◆ Your instructions: Only lines with the string "nodes" should be returned from the data below.

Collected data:
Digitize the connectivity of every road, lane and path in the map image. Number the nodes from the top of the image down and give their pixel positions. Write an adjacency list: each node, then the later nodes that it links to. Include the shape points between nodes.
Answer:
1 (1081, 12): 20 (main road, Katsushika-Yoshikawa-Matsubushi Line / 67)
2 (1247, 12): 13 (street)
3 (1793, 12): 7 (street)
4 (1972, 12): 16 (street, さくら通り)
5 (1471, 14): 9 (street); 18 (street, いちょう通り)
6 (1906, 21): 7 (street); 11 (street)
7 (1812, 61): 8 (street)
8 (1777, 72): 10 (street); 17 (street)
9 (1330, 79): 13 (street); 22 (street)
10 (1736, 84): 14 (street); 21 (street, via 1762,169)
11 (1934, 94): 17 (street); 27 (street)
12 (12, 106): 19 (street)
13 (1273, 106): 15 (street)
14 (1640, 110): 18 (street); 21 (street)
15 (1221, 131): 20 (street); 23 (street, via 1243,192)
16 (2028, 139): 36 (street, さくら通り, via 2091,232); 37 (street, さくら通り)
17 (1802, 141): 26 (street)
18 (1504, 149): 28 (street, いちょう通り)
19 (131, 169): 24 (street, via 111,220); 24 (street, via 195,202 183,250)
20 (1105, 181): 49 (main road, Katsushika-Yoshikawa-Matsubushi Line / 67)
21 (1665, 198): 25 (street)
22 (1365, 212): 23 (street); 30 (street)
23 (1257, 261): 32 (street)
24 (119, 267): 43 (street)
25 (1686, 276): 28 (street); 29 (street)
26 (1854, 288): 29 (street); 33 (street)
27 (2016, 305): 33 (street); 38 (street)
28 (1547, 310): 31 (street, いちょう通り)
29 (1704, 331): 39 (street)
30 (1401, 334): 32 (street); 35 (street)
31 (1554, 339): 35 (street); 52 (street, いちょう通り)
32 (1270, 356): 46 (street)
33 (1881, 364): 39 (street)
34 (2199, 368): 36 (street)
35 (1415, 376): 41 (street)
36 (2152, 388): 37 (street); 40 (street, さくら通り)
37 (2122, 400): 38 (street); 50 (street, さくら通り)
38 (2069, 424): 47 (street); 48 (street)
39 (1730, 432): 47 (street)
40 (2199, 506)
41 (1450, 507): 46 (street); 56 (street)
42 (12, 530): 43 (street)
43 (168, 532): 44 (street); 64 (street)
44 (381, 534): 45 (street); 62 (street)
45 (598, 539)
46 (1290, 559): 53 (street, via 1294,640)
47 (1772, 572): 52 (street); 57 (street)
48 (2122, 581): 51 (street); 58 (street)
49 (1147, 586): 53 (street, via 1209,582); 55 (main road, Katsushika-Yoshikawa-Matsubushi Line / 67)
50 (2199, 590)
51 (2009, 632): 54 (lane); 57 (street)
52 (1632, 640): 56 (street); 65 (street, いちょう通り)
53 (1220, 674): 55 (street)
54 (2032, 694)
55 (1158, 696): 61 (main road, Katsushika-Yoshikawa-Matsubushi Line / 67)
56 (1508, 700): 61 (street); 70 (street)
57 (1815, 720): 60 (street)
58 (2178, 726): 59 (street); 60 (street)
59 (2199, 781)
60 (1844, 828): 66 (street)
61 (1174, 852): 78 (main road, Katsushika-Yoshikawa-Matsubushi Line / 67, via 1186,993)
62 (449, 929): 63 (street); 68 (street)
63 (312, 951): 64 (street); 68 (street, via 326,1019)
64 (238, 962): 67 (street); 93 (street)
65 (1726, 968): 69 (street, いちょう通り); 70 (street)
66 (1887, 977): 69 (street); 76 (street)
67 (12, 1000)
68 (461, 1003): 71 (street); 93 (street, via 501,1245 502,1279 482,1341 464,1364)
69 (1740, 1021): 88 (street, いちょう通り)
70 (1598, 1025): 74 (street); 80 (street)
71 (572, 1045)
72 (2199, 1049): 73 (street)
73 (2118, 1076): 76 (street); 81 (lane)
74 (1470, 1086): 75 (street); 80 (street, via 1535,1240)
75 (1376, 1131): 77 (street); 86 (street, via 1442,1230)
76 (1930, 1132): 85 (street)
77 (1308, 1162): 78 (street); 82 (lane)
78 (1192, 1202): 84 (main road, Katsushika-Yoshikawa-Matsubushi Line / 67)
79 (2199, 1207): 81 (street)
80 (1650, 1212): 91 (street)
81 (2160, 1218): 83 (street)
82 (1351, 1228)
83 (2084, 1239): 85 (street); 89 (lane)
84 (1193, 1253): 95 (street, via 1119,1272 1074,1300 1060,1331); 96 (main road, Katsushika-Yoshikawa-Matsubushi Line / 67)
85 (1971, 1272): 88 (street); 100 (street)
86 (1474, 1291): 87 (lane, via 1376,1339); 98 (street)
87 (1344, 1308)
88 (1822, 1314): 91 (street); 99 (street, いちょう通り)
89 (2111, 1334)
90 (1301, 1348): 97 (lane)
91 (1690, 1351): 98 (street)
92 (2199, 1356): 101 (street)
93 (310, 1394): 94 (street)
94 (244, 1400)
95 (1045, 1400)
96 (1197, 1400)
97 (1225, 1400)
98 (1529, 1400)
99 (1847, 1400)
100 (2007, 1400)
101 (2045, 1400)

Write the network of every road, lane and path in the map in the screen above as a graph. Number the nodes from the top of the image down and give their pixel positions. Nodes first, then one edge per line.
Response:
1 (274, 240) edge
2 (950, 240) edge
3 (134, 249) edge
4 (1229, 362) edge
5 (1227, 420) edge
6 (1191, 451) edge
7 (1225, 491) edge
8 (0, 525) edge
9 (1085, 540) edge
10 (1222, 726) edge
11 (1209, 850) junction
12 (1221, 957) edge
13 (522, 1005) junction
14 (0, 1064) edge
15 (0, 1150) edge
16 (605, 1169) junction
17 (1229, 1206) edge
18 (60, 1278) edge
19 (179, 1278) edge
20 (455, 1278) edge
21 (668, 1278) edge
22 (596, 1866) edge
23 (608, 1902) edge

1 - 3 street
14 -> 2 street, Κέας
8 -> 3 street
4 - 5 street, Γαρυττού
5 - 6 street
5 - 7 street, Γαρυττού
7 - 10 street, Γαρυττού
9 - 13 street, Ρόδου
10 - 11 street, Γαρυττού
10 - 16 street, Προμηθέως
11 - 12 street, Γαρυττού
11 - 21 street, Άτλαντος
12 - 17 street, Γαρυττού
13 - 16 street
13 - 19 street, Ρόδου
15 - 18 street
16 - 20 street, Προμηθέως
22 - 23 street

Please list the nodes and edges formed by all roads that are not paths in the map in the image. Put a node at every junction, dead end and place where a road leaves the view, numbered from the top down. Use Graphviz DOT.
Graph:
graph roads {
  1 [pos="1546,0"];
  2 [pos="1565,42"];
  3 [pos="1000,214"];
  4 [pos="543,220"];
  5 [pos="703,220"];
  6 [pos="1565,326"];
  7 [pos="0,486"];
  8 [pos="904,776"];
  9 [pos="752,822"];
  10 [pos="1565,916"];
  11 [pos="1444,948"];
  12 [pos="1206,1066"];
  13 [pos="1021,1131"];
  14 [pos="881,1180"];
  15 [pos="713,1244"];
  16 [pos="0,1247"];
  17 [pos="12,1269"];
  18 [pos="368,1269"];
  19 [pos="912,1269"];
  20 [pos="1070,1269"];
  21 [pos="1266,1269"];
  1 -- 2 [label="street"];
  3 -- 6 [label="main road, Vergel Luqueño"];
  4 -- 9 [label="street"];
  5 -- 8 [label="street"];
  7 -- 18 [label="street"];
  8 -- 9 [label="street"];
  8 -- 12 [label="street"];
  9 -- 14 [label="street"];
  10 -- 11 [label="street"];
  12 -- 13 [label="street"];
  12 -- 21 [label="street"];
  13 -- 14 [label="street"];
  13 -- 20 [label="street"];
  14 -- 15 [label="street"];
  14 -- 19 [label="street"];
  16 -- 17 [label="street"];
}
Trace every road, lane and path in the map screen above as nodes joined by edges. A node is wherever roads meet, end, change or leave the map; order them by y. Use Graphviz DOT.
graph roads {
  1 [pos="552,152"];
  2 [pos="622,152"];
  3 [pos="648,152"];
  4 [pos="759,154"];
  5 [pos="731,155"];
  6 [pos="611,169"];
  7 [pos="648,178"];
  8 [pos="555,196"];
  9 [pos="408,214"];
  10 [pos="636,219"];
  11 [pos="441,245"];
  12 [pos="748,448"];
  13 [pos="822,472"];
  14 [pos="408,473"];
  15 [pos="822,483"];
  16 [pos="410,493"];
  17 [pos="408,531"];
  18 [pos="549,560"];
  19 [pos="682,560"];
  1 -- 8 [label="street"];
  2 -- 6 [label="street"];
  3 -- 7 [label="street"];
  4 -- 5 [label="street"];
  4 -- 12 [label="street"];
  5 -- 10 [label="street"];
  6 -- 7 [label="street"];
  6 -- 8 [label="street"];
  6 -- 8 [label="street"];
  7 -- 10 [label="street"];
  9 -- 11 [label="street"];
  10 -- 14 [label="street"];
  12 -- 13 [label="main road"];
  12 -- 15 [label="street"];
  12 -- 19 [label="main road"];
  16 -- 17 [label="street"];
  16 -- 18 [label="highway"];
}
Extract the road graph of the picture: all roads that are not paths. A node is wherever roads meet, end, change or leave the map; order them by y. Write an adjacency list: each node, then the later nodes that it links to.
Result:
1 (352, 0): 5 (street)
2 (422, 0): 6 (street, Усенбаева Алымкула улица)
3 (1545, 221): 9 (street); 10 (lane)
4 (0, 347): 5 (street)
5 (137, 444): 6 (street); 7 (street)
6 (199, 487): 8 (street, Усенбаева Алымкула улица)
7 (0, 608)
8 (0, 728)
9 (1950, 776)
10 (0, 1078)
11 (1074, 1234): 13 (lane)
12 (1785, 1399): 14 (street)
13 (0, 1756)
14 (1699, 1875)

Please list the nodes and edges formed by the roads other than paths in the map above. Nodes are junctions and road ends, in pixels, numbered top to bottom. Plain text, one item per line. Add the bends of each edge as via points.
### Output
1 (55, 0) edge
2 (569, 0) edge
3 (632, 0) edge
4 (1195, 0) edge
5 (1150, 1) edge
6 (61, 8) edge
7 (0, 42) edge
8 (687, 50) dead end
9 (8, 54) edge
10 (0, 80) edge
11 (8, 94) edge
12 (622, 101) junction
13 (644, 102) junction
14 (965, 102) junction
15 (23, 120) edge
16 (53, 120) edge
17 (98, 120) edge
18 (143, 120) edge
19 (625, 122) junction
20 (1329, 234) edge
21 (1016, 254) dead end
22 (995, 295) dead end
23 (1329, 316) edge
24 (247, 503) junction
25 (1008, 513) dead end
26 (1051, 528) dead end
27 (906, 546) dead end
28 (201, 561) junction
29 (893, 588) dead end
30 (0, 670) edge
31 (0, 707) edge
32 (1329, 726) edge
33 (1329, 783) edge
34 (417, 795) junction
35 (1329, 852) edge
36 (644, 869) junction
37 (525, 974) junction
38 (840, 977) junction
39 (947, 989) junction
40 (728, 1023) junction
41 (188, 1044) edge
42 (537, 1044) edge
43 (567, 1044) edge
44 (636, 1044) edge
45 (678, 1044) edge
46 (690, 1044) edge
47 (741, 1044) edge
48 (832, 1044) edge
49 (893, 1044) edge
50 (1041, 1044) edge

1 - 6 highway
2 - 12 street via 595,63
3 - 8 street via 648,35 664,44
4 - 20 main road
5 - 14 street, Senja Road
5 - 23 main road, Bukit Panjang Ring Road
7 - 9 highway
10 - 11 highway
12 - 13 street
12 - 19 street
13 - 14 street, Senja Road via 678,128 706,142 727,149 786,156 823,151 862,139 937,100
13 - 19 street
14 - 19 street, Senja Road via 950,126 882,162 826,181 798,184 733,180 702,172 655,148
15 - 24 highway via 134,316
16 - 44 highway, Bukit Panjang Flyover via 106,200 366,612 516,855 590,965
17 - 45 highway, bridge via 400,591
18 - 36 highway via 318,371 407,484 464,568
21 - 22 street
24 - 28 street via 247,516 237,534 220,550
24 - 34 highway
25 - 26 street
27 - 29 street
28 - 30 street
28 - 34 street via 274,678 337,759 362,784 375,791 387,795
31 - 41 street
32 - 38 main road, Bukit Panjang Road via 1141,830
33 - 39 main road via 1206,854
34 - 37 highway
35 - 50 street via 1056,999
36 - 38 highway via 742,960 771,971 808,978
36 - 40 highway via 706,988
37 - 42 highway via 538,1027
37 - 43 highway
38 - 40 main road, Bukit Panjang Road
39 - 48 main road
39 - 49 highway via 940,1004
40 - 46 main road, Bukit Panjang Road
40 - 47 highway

◆ Answer section:
Digitize the connectivity of every road, lane and path in the map image. Number the nodes from the top of the image down and give their pixel positions. Write an adjacency list: each node, then the later nodes that it links to. Include the shape points between nodes.
Write the network of every road, lane and path in the map in the screen above as a graph. Number the nodes from the top of the image down and give their pixel positions. Nodes first, then one edge per line.
Please list the nodes and edges formed by all roads that are not paths in the map in the image. Put a node at every junction, dead end and place where a road leaves the view, numbered from the top down. Use Graphviz DOT.
Trace every road, lane and path in the map screen above as nodes joined by edges. A node is wherever roads meet, end, change or leave the map; order them by y. Use Graphviz DOT.
Extract the road graph of the picture: all roads that are not paths. A node is wherever roads meet, end, change or leave the map; order them by y. Write an adjacency list: each node, then the later nodes that it links to.
Please list the nodes and edges formed by the roads other than paths in the map above. Nodes are junctions and road ends, in pixels, numbered top to bottom. Plain text, one item per line. Add the bends of each edge as via points.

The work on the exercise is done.